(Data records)
____
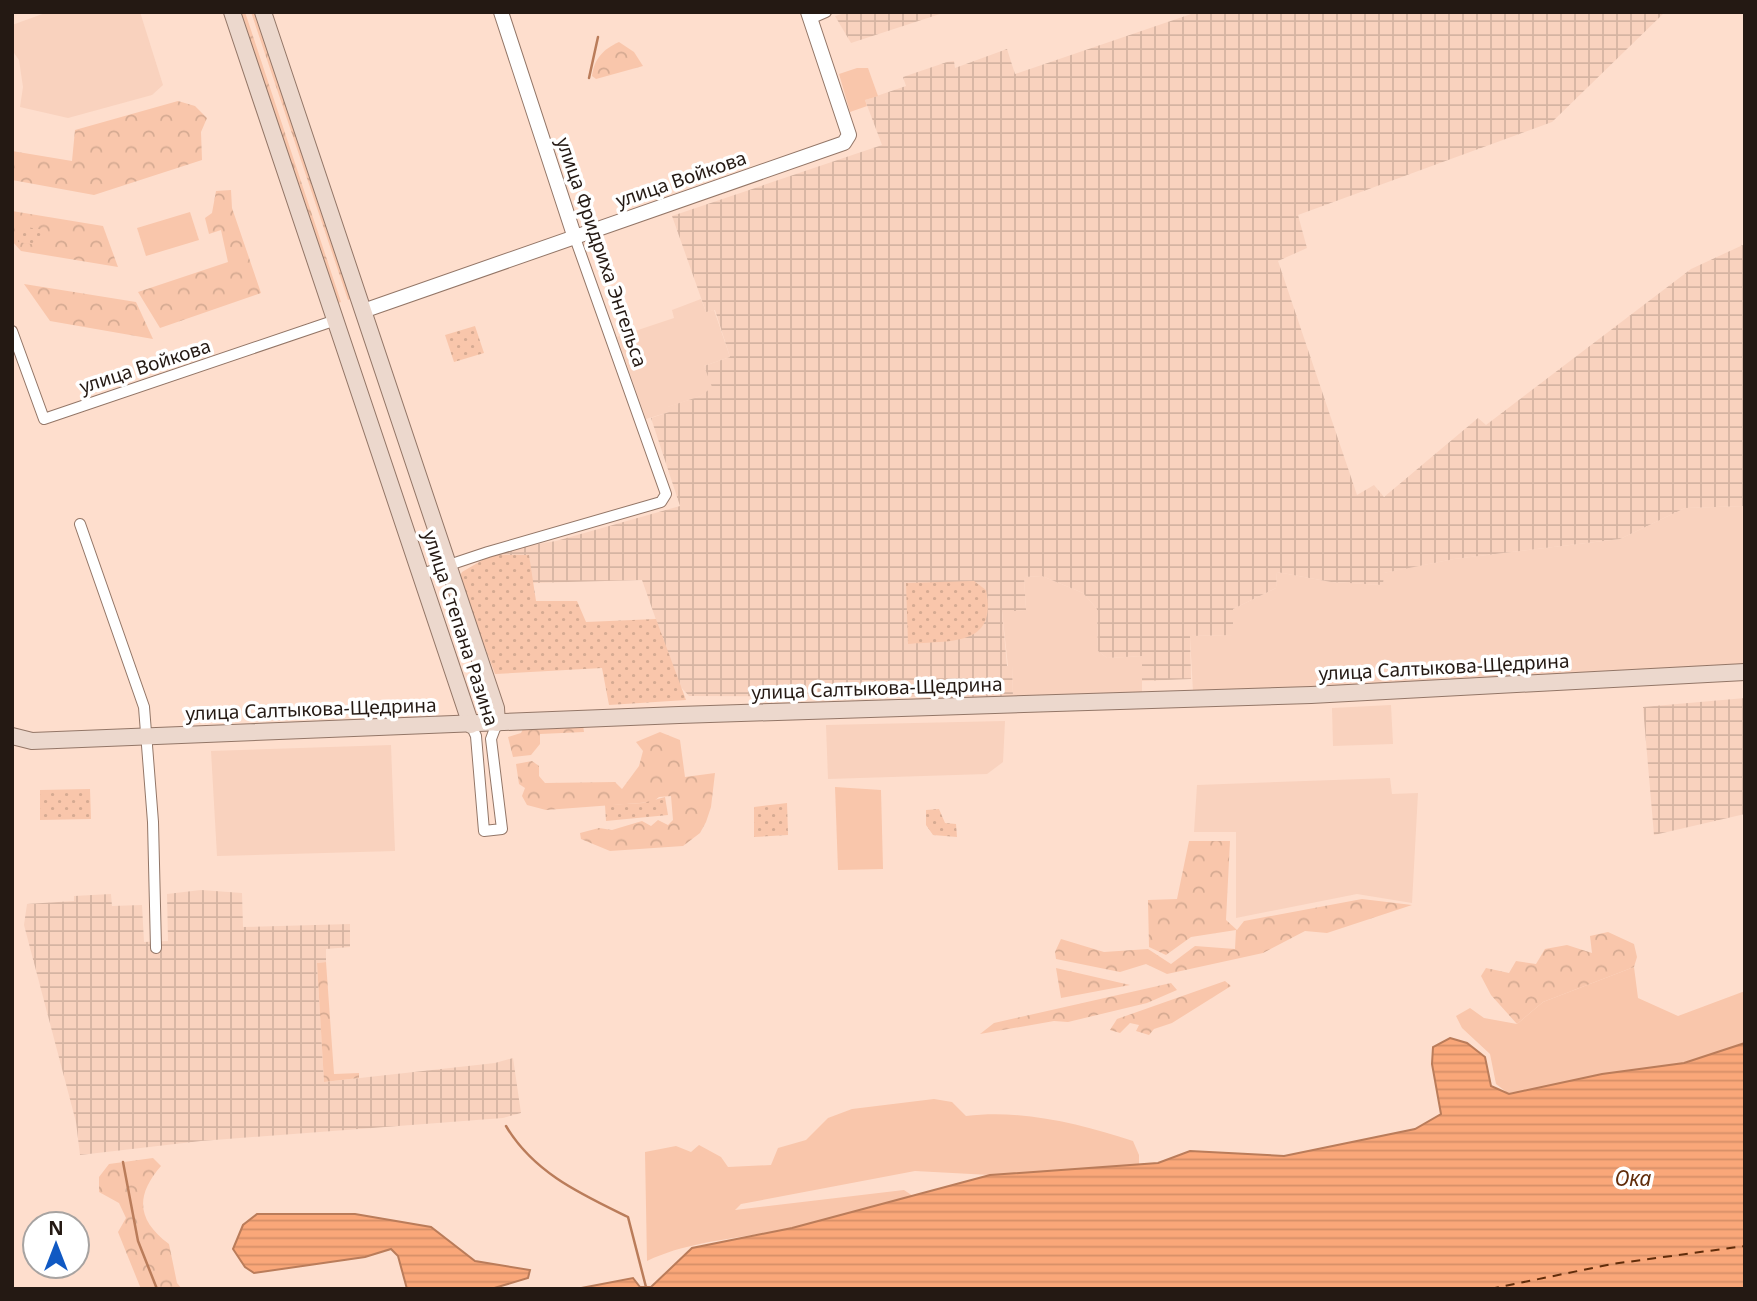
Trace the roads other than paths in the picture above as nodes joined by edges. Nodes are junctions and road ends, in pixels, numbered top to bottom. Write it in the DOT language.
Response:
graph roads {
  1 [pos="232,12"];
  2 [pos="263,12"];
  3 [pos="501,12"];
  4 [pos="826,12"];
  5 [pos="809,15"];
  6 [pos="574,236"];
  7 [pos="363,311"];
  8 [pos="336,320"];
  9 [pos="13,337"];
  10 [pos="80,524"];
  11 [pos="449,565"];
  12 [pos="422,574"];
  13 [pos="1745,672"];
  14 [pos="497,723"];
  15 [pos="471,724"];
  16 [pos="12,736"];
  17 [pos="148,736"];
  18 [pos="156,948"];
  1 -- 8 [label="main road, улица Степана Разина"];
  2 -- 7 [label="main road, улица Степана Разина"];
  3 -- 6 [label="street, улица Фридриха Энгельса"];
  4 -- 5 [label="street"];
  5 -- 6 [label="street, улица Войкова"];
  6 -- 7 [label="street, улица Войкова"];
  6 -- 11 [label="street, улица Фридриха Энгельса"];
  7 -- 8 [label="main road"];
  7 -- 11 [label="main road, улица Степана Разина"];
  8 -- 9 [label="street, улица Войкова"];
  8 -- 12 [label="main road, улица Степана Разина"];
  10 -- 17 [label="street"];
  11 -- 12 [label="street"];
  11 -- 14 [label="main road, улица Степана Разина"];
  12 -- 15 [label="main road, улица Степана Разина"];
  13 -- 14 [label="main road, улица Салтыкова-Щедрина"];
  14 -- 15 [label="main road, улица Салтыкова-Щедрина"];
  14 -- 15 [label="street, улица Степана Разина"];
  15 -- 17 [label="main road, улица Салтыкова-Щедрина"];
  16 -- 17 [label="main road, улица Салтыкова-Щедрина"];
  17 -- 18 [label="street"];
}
____
▶ Task
Set down each of the records precisely, leaving any pictures behind.

▶ Completed task
Trace the roads other than paths in the picture above as nodes joined by edges. Nodes are junctions and road ends, in pixels, numbered top to bottom. Write it in the DOT language.
Response:
graph roads {
  1 [pos="232,12"];
  2 [pos="263,12"];
  3 [pos="501,12"];
  4 [pos="826,12"];
  5 [pos="809,15"];
  6 [pos="574,236"];
  7 [pos="363,311"];
  8 [pos="336,320"];
  9 [pos="13,337"];
  10 [pos="80,524"];
  11 [pos="449,565"];
  12 [pos="422,574"];
  13 [pos="1745,672"];
  14 [pos="497,723"];
  15 [pos="471,724"];
  16 [pos="12,736"];
  17 [pos="148,736"];
  18 [pos="156,948"];
  1 -- 8 [label="main road, улица Степана Разина"];
  2 -- 7 [label="main road, улица Степана Разина"];
  3 -- 6 [label="street, улица Фридриха Энгельса"];
  4 -- 5 [label="street"];
  5 -- 6 [label="street, улица Войкова"];
  6 -- 7 [label="street, улица Войкова"];
  6 -- 11 [label="street, улица Фридриха Энгельса"];
  7 -- 8 [label="main road"];
  7 -- 11 [label="main road, улица Степана Разина"];
  8 -- 9 [label="street, улица Войкова"];
  8 -- 12 [label="main road, улица Степана Разина"];
  10 -- 17 [label="street"];
  11 -- 12 [label="street"];
  11 -- 14 [label="main road, улица Степана Разина"];
  12 -- 15 [label="main road, улица Степана Разина"];
  13 -- 14 [label="main road, улица Салтыкова-Щедрина"];
  14 -- 15 [label="main road, улица Салтыкова-Щедрина"];
  14 -- 15 [label="street, улица Степана Разина"];
  15 -- 17 [label="main road, улица Салтыкова-Щедрина"];
  16 -- 17 [label="main road, улица Салтыкова-Щедрина"];
  17 -- 18 [label="street"];
}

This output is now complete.